Enquanto isso, a mudança mais importante no desempenho econômico do Reino Unido passou quase despercebida. O problema verdadeiramente extraordinário e inesperado que afligiu o país foi a estagnação sem precedentes da produtividade do trabalho e os salários reais, que estão aproximadamente 15% abaixo do que implicavam as tendências antes da crise de 2008 - uma queda de cerca de US$ 6 mil por ano para cada homem, mulher e criança. Enquanto a queda dos padrões de vida e da produtividade, que são dois lados da mesma moeda, certamente apareceram na campanha eleitoral, houve muito pouca discussão realmente séria sobre o significado das fracas estatísticas de produtividade.

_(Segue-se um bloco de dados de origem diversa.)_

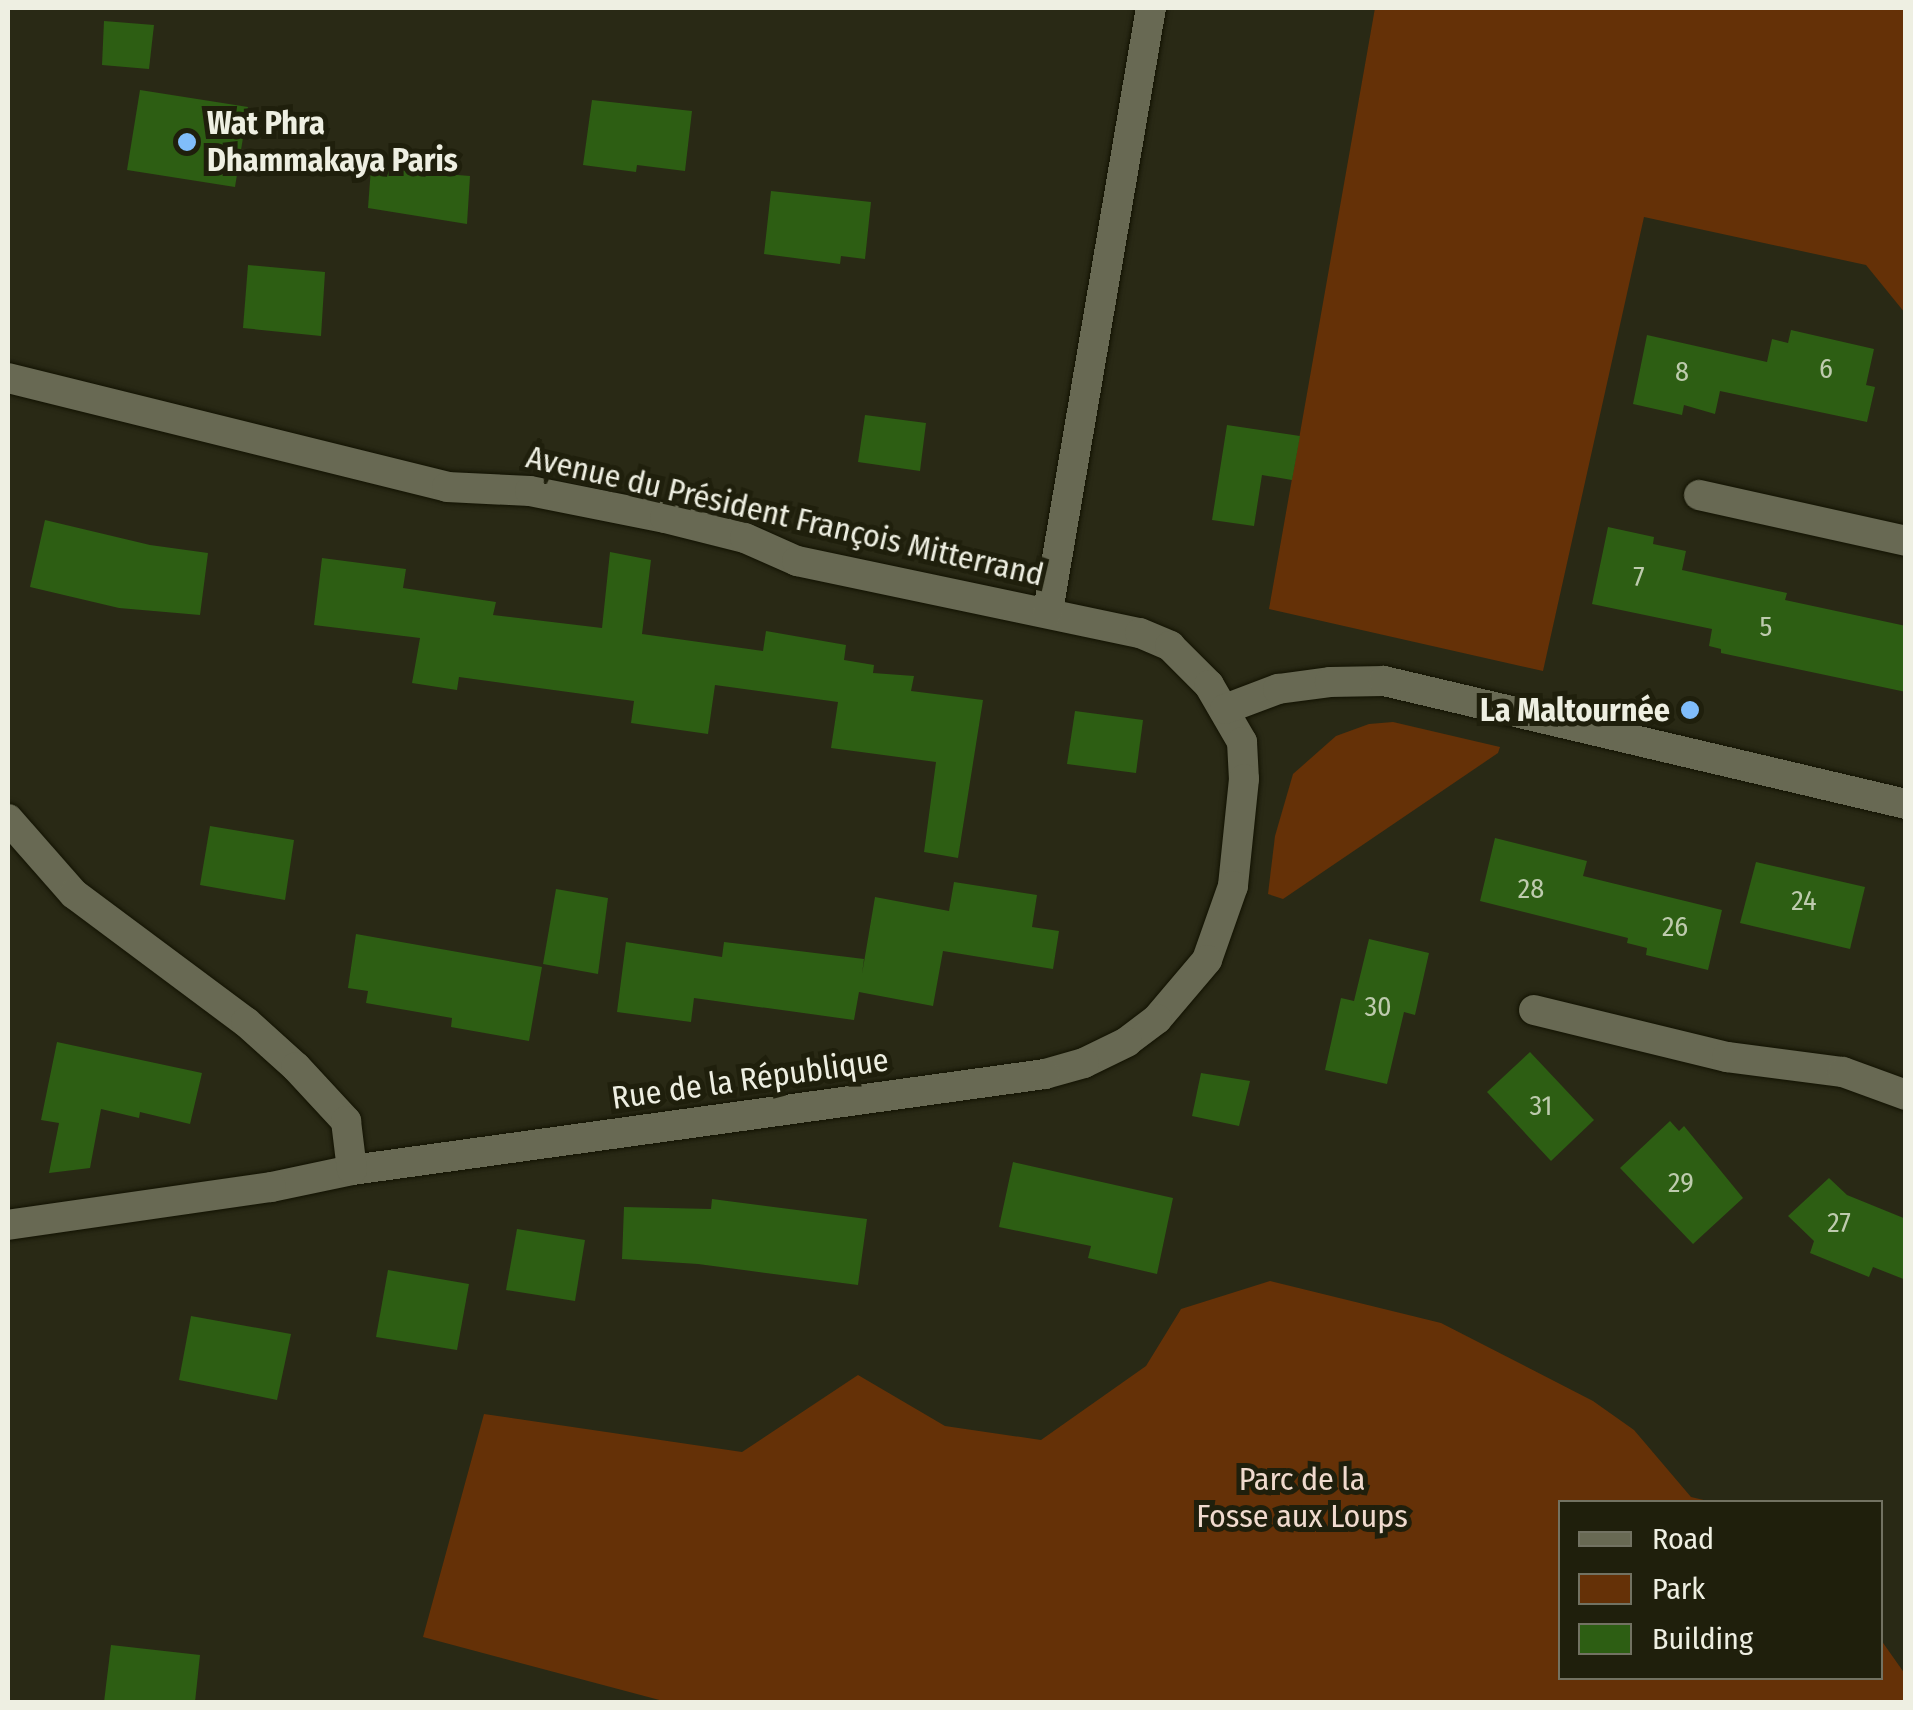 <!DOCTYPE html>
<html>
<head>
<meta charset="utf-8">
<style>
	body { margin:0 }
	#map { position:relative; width:1913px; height:1710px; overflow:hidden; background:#292915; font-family:"Fira Sans Condensed",sans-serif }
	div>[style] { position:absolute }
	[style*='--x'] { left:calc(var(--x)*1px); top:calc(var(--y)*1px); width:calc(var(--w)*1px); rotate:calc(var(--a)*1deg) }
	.green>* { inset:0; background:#653107 }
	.building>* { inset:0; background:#2d5e13 }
	.roads { filter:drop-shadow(0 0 2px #121202) drop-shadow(0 0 2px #121202) }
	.minor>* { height:30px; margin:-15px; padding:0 15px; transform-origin:15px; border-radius:15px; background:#686953 }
	.dots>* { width:28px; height:28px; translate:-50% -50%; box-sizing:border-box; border:5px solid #1f1f0c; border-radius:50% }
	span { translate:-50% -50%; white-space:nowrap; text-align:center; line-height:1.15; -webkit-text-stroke:10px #1f1f0c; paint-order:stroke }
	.number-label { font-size:28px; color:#becbae }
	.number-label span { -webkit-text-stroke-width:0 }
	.poi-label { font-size:32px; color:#eeefe2; font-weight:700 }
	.left { translate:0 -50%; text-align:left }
	.right { translate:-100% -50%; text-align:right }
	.street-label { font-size:32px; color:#eeefe2 }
	.park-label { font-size:32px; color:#f0dace }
	.frame { position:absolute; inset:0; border:10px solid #eeefe2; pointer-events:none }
	.legend { position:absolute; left:1558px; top:1500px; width:325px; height:180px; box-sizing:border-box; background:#1f1f0c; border:2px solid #727262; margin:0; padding:12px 18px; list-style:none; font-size:30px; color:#eeefe2 }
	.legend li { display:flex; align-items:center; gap:20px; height:50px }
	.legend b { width:50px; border:2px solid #727262 }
</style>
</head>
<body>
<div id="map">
	<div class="green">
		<div style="clip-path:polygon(1375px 8px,1905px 8px,1905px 313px,1866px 265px,1644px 217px,1543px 671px,1269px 609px)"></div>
		<div style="clip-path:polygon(1393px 722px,1500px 747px,1498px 753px,1283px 899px,1268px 894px,1275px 836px,1293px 774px,1336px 736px,1369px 724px)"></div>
		<div style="clip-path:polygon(1270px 1281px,1441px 1323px,1593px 1401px,1634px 1430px,1691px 1497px,1712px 1502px,1560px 1502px,1560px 1678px,1880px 1678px,1881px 1640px,1905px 1674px,1905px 1702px,667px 1702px,423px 1637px,484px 1414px,742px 1452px,858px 1375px,945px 1426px,1041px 1440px,1146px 1366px,1181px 1309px)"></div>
	</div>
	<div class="building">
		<div style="clip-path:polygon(104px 21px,154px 25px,149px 69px,102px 65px)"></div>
		<div style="clip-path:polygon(140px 90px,248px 107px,235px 187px,127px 170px)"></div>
		<div style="clip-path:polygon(592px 100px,692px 111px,685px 171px,637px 165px,636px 172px,583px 165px)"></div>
		<div style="clip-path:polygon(371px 168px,470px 176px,467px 224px,368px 208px)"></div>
		<div style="clip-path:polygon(771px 191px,871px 202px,865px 259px,841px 256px,840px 264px,764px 254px)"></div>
		<div style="clip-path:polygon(248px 265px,325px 272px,321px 336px,243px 328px)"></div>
		<div style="clip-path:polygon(1791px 330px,1874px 349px,1866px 385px,1875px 387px,1867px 422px,1720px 391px,1715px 414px,1684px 405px,1682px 415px,1633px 404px,1647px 335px,1767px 362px,1772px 339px,1788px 343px)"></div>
		<div style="clip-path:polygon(865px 415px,926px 423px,920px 471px,858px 462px)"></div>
		<div style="clip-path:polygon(1227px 425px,1300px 436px,1292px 480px,1262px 475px,1254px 526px,1212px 520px)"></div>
		<div style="clip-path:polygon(45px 520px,150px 545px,208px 553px,200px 615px,119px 608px,30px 587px)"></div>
		<div style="clip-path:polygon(1608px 527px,1654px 537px,1653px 544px,1686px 551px,1682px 570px,1787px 593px,1785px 600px,1906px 626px,1906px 692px,1721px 653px,1721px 649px,1709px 646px,1712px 629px,1592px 604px)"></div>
		<div style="clip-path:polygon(610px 552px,651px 560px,642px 634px,763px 651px,766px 631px,846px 645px,844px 660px,874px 665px,873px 673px,914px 676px,911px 691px,983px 700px,958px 858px,924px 852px,936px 762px,831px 748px,838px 702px,715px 685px,708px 734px,631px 723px,634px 701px,459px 677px,457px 690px,412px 683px,420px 638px,314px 625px,322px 558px,406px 569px,403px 588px,496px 602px,493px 615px,602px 628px)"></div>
		<div style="clip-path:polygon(1075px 711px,1143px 720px,1136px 773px,1067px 764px)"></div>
		<div style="clip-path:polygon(210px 826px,294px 840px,285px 900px,200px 885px)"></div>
		<div style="clip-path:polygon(1495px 838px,1587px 861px,1583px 876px,1722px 910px,1708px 970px,1646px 955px,1647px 948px,1627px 943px,1628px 938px,1480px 901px)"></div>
		<div style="clip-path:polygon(1756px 862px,1865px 887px,1850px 949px,1740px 923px)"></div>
		<div style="clip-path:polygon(954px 882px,1037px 895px,1032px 927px,1059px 931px,1053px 969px,943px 951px,933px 1006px,859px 992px,854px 1020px,694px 998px,691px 1022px,617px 1012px,626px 942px,722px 957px,724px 942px,864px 959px,862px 974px,875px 897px,949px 911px)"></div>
		<div style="clip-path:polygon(556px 889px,608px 898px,598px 974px,543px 964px)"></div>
		<div style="clip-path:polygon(356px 934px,542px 967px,529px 1041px,451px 1027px,452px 1018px,366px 1003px,368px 991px,348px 988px)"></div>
		<div style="clip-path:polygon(1369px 939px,1429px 953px,1415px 1015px,1404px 1012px,1387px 1084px,1325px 1070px,1341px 998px,1354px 1001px)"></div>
		<div style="clip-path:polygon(57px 1042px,202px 1073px,190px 1124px,140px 1112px,139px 1118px,101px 1109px,90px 1168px,49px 1173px,59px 1123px,41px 1120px)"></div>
		<div style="clip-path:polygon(1530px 1052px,1594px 1120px,1551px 1161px,1487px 1092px)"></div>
		<div style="clip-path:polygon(1201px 1073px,1250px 1081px,1239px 1126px,1192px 1116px)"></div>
		<div style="clip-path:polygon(1670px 1121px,1679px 1131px,1684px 1126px,1743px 1198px,1693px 1244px,1620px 1168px)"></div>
		<div style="clip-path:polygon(1013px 1162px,1173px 1198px,1157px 1274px,1088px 1258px,1091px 1246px,999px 1227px)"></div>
		<div style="clip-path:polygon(1829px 1178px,1847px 1195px,1906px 1219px,1906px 1280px,1873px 1267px,1869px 1277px,1810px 1253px,1814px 1241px,1788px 1216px)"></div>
		<div style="clip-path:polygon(712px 1199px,867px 1219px,858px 1285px,698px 1264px,622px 1259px,624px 1207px,711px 1209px)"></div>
		<div style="clip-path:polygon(517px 1229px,585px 1240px,575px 1301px,506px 1290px)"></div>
		<div style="clip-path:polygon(388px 1270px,469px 1284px,457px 1350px,376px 1337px)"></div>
		<div style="clip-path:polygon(191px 1316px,291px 1334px,277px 1400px,179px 1380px)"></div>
		<div style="clip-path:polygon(111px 1645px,200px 1655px,195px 1702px,104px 1702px)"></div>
	</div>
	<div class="roads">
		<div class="minor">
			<div style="--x:8;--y:378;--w:452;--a:13.9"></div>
			<div style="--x:447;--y:487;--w:83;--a:2.8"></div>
			<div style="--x:530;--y:491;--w:138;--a:11.3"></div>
			<div style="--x:665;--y:518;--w:82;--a:14"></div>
			<div style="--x:745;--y:538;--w:57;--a:23.9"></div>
			<div style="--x:797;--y:561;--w:350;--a:11.9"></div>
			<div style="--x:1140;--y:633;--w:33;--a:23"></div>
			<div style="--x:1170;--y:646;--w:55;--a:45"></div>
			<div style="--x:1209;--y:685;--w:66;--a:59.9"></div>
			<div style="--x:1242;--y:742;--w:37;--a:87"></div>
			<div style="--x:1244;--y:779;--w:108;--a:95.9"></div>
			<div style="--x:1233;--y:886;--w:78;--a:109.4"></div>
			<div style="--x:1207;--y:960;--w:77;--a:130.3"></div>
			<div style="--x:1157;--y:1019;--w:38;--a:143"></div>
			<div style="--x:1127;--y:1042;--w:48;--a:154"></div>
			<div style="--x:1084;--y:1063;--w:41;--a:164.2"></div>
			<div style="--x:1045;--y:1074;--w:700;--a:172.11"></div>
			<div style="--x:352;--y:1170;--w:83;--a:168.1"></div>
			<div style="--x:271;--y:1187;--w:266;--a:171.8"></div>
			<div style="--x:1699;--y:495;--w:212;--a:12.5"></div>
			<div style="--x:1048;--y:611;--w:612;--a:-80.31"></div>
			<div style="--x:1225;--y:709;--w:57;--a:-20.7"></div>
			<div style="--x:1278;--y:689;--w:52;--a:-7.7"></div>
			<div style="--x:1330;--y:682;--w:54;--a:-1.1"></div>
			<div style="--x:1384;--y:681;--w:536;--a:13.26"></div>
			<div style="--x:8;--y:819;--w:100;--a:48.7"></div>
			<div style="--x:74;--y:894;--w:214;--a:36.7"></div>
			<div style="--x:246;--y:1022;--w:67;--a:42"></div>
			<div style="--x:296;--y:1067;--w:74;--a:47.2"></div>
			<div style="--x:346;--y:1121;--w:49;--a:83"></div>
			<div style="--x:1534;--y:1010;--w:199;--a:13.7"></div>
			<div style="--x:1727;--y:1057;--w:117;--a:7.4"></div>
			<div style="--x:1843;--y:1072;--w:67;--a:20.1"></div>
		</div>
	</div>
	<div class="dots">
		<div style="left:187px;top:142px;background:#80bdfa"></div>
		<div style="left:1690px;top:710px;background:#80bdfa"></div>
	</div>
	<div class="number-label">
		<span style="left:1826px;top:369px">6</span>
		<span style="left:1682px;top:372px">8</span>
		<span style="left:1639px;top:577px">7</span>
		<span style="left:1766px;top:627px">5</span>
		<span style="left:1531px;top:889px">28</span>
		<span style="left:1804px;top:901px">24</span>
		<span style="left:1675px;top:927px">26</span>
		<span style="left:1378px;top:1007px">30</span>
		<span style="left:1541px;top:1106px">31</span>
		<span style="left:1681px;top:1183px">29</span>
		<span style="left:1839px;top:1223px">27</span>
	</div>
	<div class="poi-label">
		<span class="left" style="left:207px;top:142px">Wat Phra<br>Dhammakaya Paris</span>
		<span class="right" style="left:1670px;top:710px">La Maltournée</span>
	</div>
	<div class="street-label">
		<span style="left:785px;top:516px;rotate:13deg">Avenue du Président François Mitterrand</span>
		<span style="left:750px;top:1079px;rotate:-8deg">Rue de la République</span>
	</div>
	<div class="park-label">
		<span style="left:1302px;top:1498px">Parc de la<br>Fosse aux Loups</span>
	</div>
	<div class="frame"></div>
	<ul class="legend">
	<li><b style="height:12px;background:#686953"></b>Road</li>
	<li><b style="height:28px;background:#653107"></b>Park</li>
	<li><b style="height:28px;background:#2d5e13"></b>Building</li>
	</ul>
</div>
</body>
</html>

Há três interpretações diferentes e parcialmente contraditórias da estagnação do PIB per capita (a melhor medida das tendências de longo prazo em produtividade e padrões de vida) desde 2008, uma estagnação nunca antes registrada na história britânica moderna, mesmo nos anos 1930. Essas explicações conflituosas implicam conclusões políticas muito diferentes para o próximo Parlamento.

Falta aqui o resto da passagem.